Evidence that SL75102 is an agonist at GABAb as well as GABAa receptors.

The compound SL75102 ([alpha(4-chlorophenyl)5-fluoro 2-hydroxy benzilidene-amino]-4-butanoate sodium) is a GABA-mimetic at bicuculline-sensitive and -insensitive receptors. It depolarized rat isolated superior cervical ganglia in a dose-dependent manner (relative potency = 0.101 +/- 0.013; GABA = 1). Bicuculline methobromide (13 microM) antagonized this action of SL75102 and shifted the log dose-response curve to the same extent as the GABA curve. The evoked release of [3H]noradrenaline from rat isolated atria was also reduced by SL75102 in a GABA-like manner.
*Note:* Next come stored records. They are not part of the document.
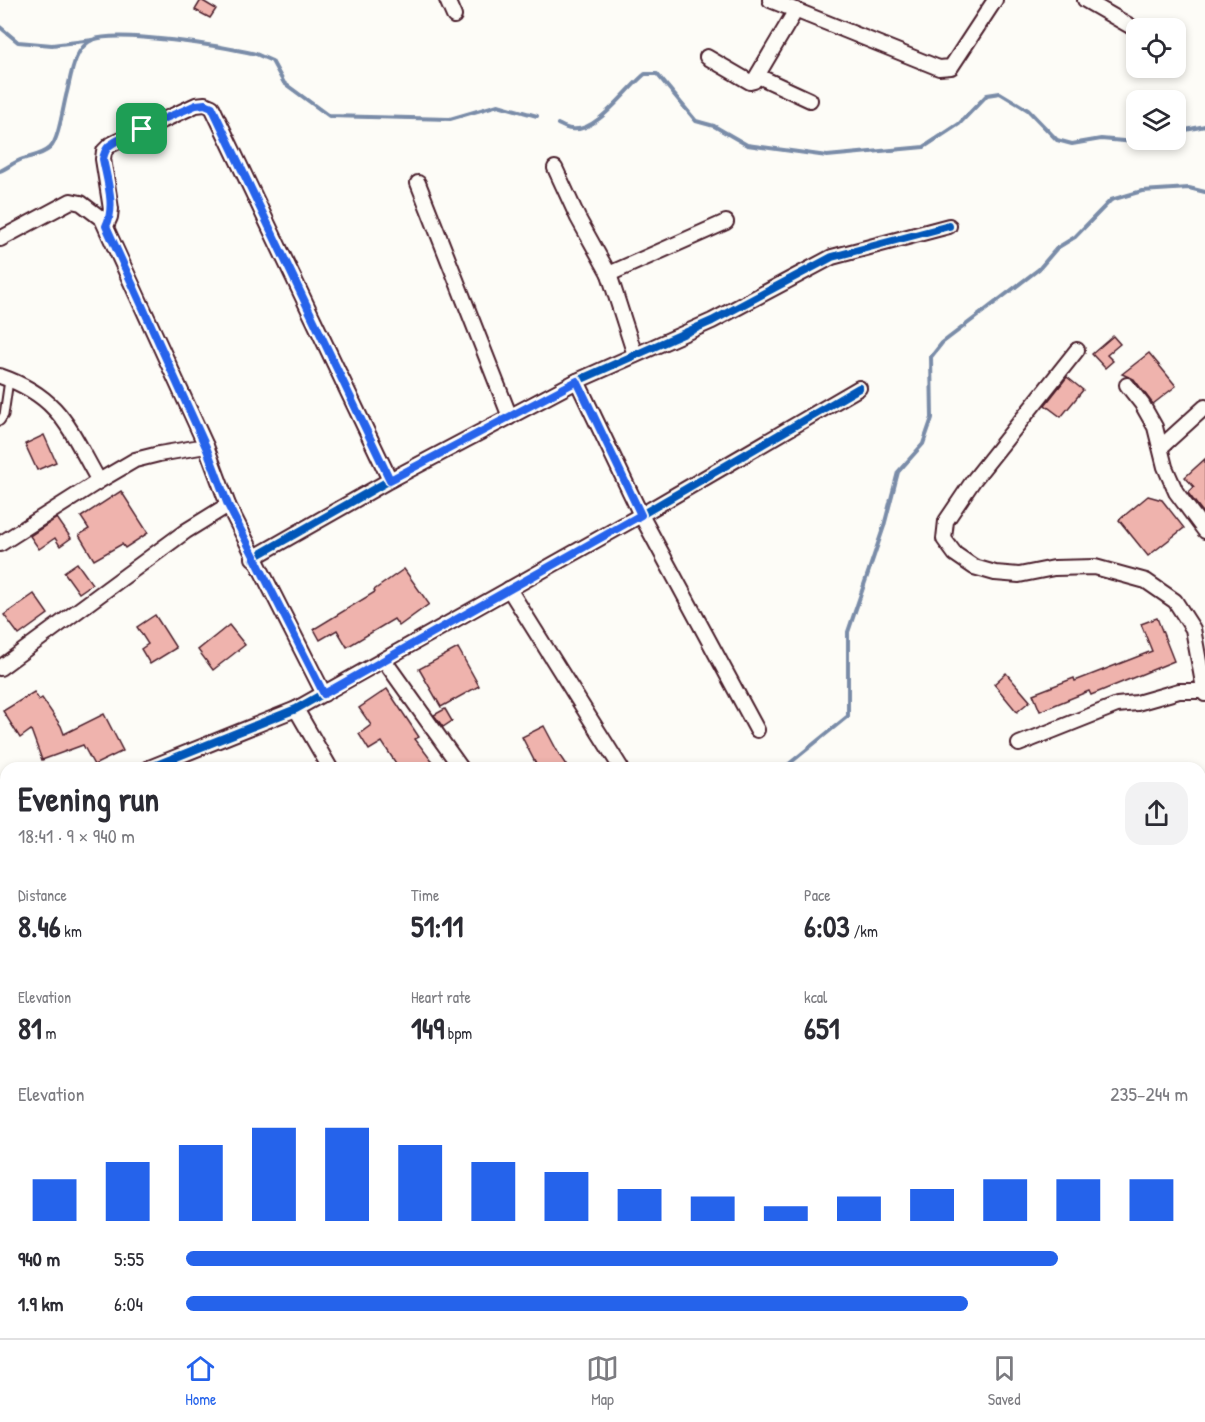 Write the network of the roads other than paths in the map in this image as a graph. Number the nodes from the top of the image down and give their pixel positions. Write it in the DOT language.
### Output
graph roads {
  1 [pos="447,0"];
  2 [pos="770,0"];
  3 [pos="995,0"];
  4 [pos="1084,0"];
  5 [pos="796,10"];
  6 [pos="454,16"];
  7 [pos="1126,24"];
  8 [pos="708,57"];
  9 [pos="758,76"];
  10 [pos="810,100"];
  11 [pos="555,168"];
  12 [pos="418,183"];
  13 [pos="726,222"];
  14 [pos="106,226"];
  15 [pos="949,226"];
  16 [pos="0,239"];
  17 [pos="609,274"];
  18 [pos="1077,350"];
  19 [pos="635,355"];
  20 [pos="5,377"];
  21 [pos="577,381"];
  22 [pos="1127,385"];
  23 [pos="859,388"];
  24 [pos="1205,406"];
  25 [pos="510,417"];
  26 [pos="0,421"];
  27 [pos="206,447"];
  28 [pos="1161,447"];
  29 [pos="390,480"];
  30 [pos="99,481"];
  31 [pos="228,505"];
  32 [pos="641,515"];
  33 [pos="1205,531"];
  34 [pos="0,544"];
  35 [pos="253,558"];
  36 [pos="509,590"];
  37 [pos="384,660"];
  38 [pos="0,668"];
  39 [pos="1205,692"];
  40 [pos="324,694"];
  41 [pos="296,709"];
  42 [pos="757,730"];
  43 [pos="1019,744"];
  44 [pos="164,762"];
  45 [pos="327,762"];
  46 [pos="457,762"];
  47 [pos="617,762"];
  1 -- 6 [label="street"];
  2 -- 5 [label="street"];
  3 -- 5 [label="street"];
  4 -- 7 [label="street"];
  5 -- 9 [label="street"];
  8 -- 9 [label="street"];
  9 -- 10 [label="street"];
  11 -- 17 [label="street"];
  12 -- 25 [label="street"];
  13 -- 17 [label="street"];
  14 -- 16 [label="street"];
  14 -- 27 [label="street"];
  14 -- 29 [label="street"];
  15 -- 19 [label="street"];
  17 -- 19 [label="street"];
  18 -- 39 [label="street"];
  19 -- 21 [label="street"];
  20 -- 26 [label="lane"];
  20 -- 30 [label="street"];
  21 -- 25 [label="street"];
  21 -- 32 [label="street"];
  22 -- 28 [label="street"];
  23 -- 32 [label="street"];
  24 -- 28 [label="street"];
  25 -- 29 [label="street"];
  27 -- 30 [label="street"];
  27 -- 31 [label="street"];
  28 -- 33 [label="street"];
  29 -- 35 [label="street"];
  30 -- 34 [label="street"];
  31 -- 35 [label="street"];
  31 -- 38 [label="street"];
  32 -- 36 [label="street"];
  32 -- 42 [label="street"];
  35 -- 40 [label="street"];
  36 -- 37 [label="street"];
  36 -- 47 [label="street"];
  37 -- 40 [label="street"];
  37 -- 46 [label="street"];
  39 -- 43 [label="street"];
  40 -- 41 [label="street"];
  41 -- 44 [label="street"];
  41 -- 45 [label="street"];
} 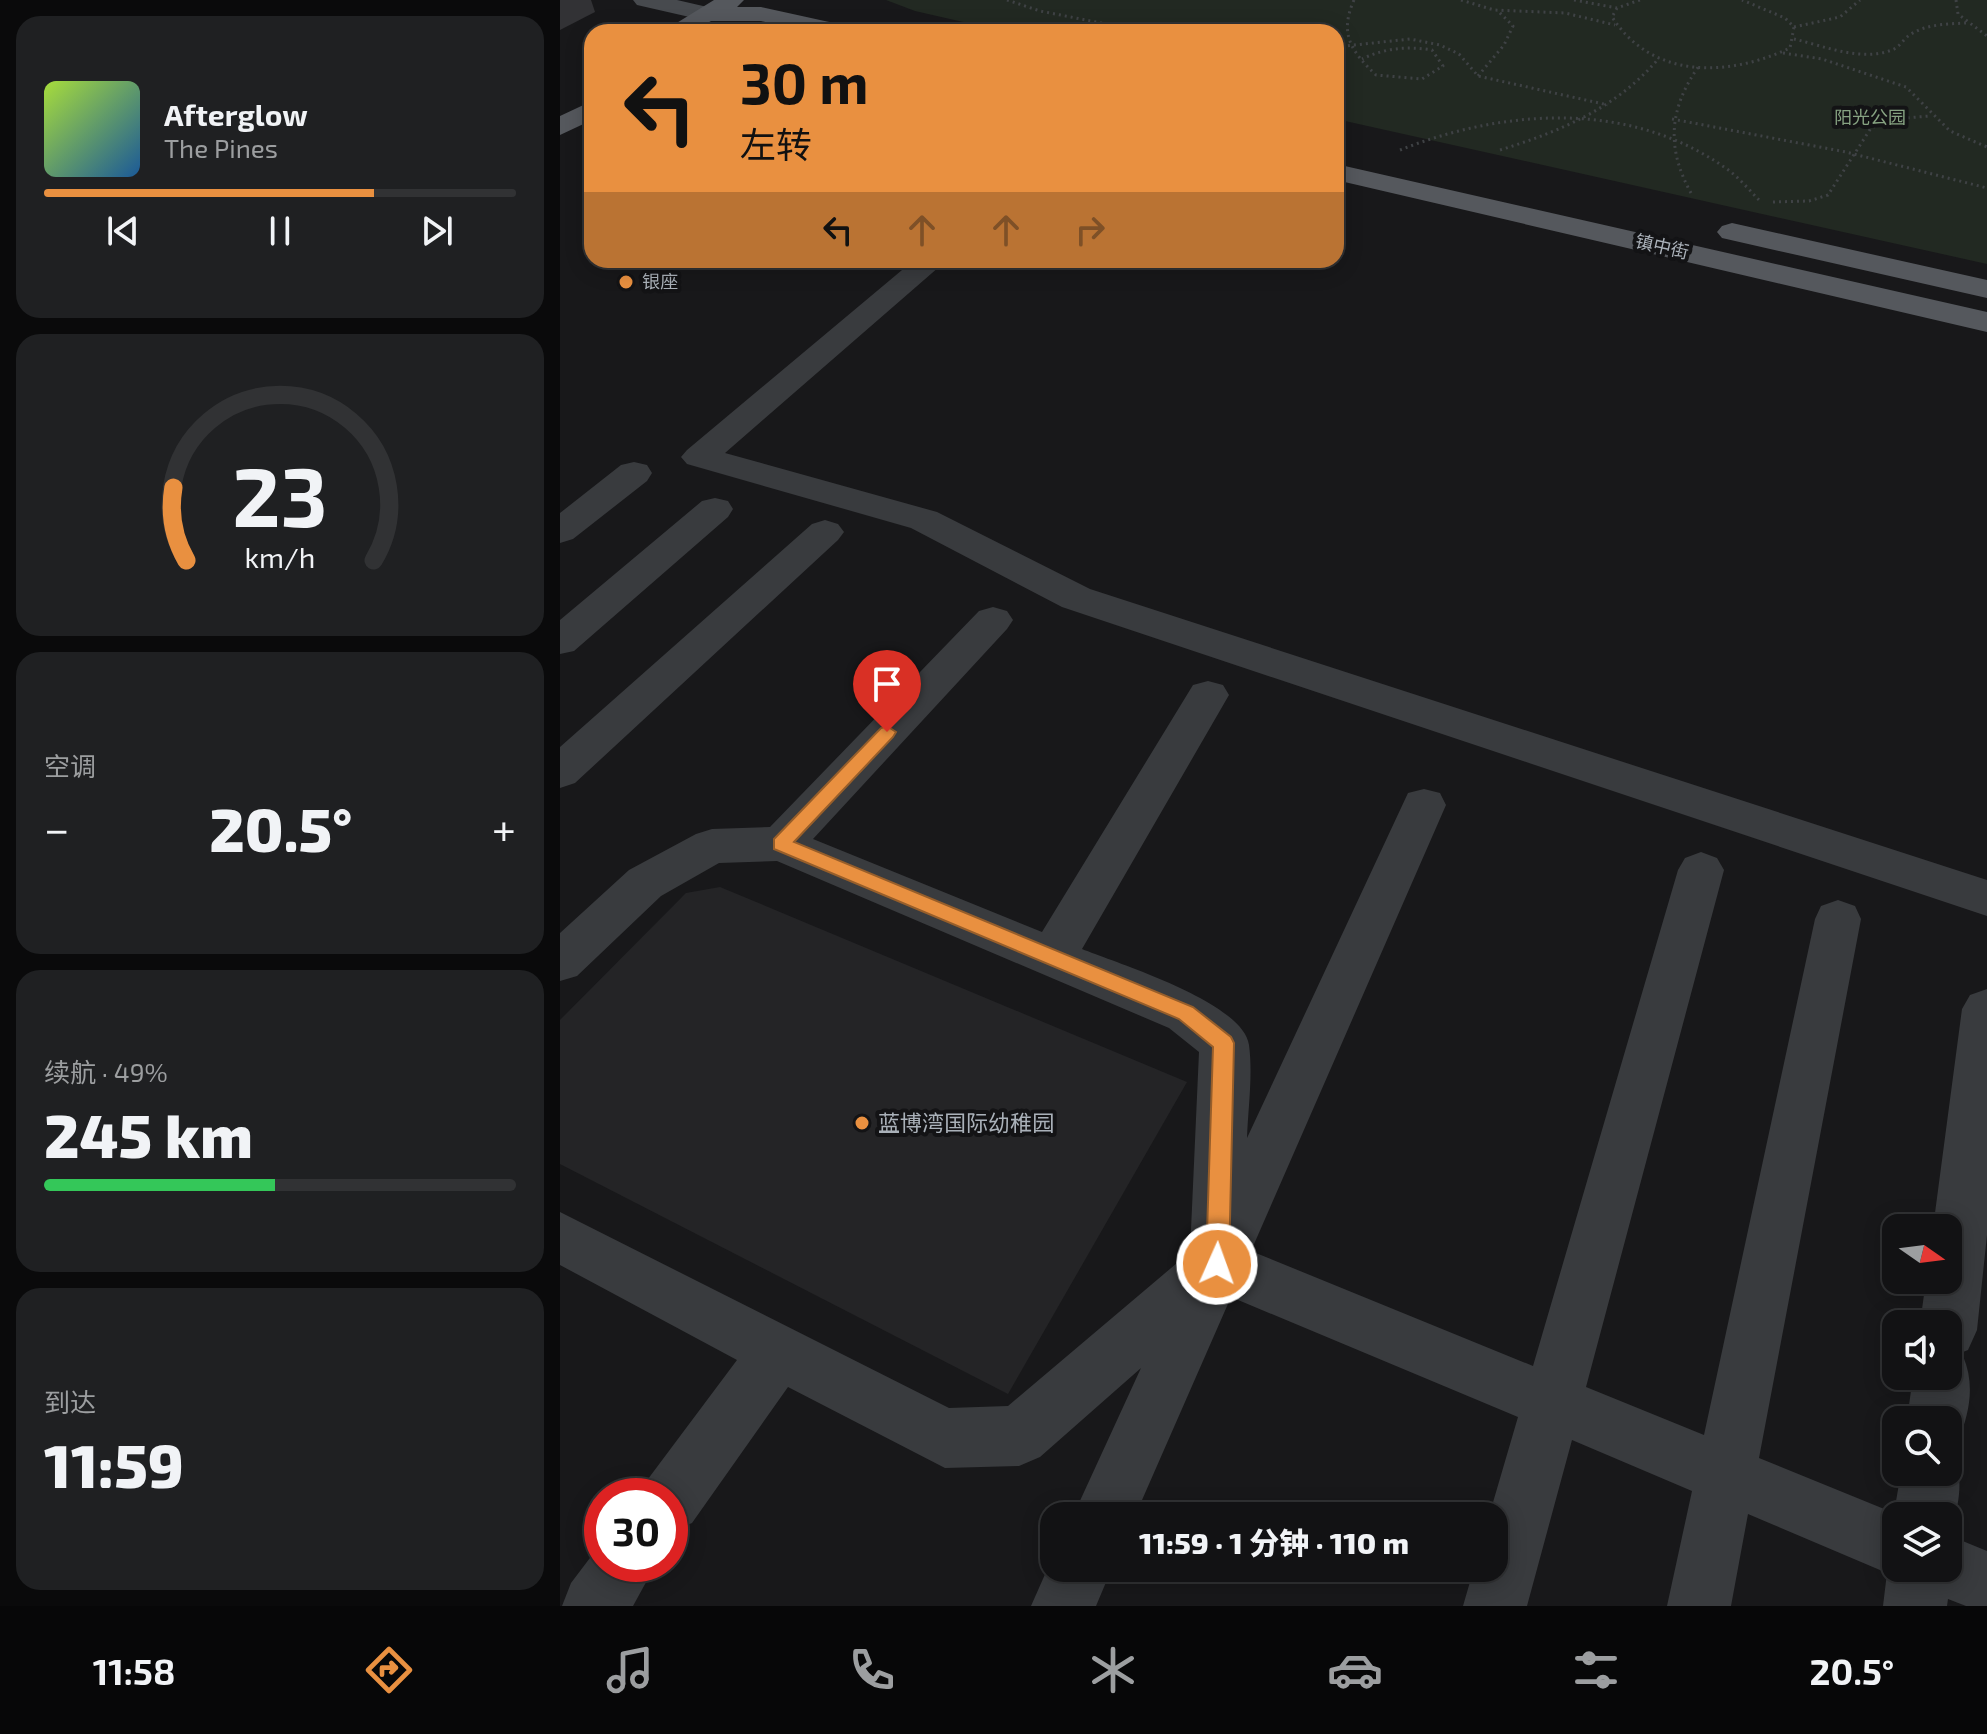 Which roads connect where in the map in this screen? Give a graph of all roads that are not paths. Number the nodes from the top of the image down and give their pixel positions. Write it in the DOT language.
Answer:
graph roads {
  1 [pos="645,0"];
  2 [pos="732,0"];
  3 [pos="785,0"];
  4 [pos="707,14"];
  5 [pos="761,14"];
  6 [pos="689,24"];
  7 [pos="719,24"];
  8 [pos="743,24"];
  9 [pos="807,24"];
  10 [pos="584,114"];
  11 [pos="560,127"];
  12 [pos="1344,174"];
  13 [pos="1708,226"];
  14 [pos="923,268"];
  15 [pos="1987,289"];
  16 [pos="1987,322"];
  17 [pos="634,473"];
  18 [pos="715,509"];
  19 [pos="560,531"];
  20 [pos="825,532"];
  21 [pos="993,620"];
  22 [pos="560,641"];
  23 [pos="1208,695"];
  24 [pos="560,772"];
  25 [pos="1424,805"];
  26 [pos="781,844"];
  27 [pos="1701,870"];
  28 [pos="1987,898"];
  29 [pos="1838,919"];
  30 [pos="570,939"];
  31 [pos="1052,957"];
  32 [pos="1987,1009"];
  33 [pos="560,1237"];
  34 [pos="1217,1264"];
  35 [pos="1950,1310"];
  36 [pos="779,1351"];
  37 [pos="1552,1402"];
  38 [pos="1725,1474"];
  39 [pos="687,1478"];
  40 [pos="1110,1502"];
  41 [pos="1882,1539"];
  42 [pos="1962,1573"];
  43 [pos="611,1582"];
  44 [pos="1074,1582"];
  45 [pos="1918,1582"];
  46 [pos="1987,1583"];
  47 [pos="594,1606"];
  48 [pos="1063,1606"];
  49 [pos="1495,1606"];
  50 [pos="1699,1606"];
  51 [pos="1915,1606"];
  1 -- 4 [label="main road"];
  2 -- 4 [label="main road"];
  3 -- 5 [label="main road"];
  4 -- 5 [label="main road"];
  4 -- 6 [label="main road"];
  4 -- 7 [label="main road"];
  5 -- 8 [label="main road"];
  5 -- 9 [label="main road"];
  10 -- 11 [label="main road"];
  12 -- 16 [label="main road, 镇中街"];
  13 -- 15 [label="main road, 镇中街"];
  14 -- 28 [label="street"];
  17 -- 19 [label="street"];
  18 -- 22 [label="street"];
  20 -- 24 [label="street"];
  21 -- 26 [label="street"];
  23 -- 31 [label="street"];
  25 -- 34 [label="street"];
  26 -- 30 [label="street"];
  26 -- 31 [label="street"];
  27 -- 37 [label="street"];
  29 -- 38 [label="street"];
  31 -- 34 [label="street"];
  32 -- 35 [label="street"];
  33 -- 36 [label="street"];
  34 -- 36 [label="street"];
  34 -- 37 [label="street"];
  34 -- 40 [label="street"];
  36 -- 39 [label="street"];
  37 -- 38 [label="street"];
  37 -- 49 [label="street"];
  38 -- 41 [label="street"];
  38 -- 50 [label="street"];
  42 -- 46 [label="street"];
  43 -- 47 [label="street"];
  44 -- 48 [label="street"];
  45 -- 51 [label="street"];
}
SL75102 also displaced [3H]GABA and [3H]baclofen specifically bound to divalent cation dependent GABAB sites on rat synaptic membranes (relative potency approximately 0.1 GABA throughout). The butyramide from which SL75102 can be formed within the body (SL76002) was much less active at GABAB sites (less than 0.02 atria, 0.001 binding, GABA = 1). It is suggested that in addition to any direct action of SL76002 itself the products of SL76002 metabolism, SL75102 and GABA may exert effects via baclofen-sensitive GABAB as well as GABAA sites in mammalian brain.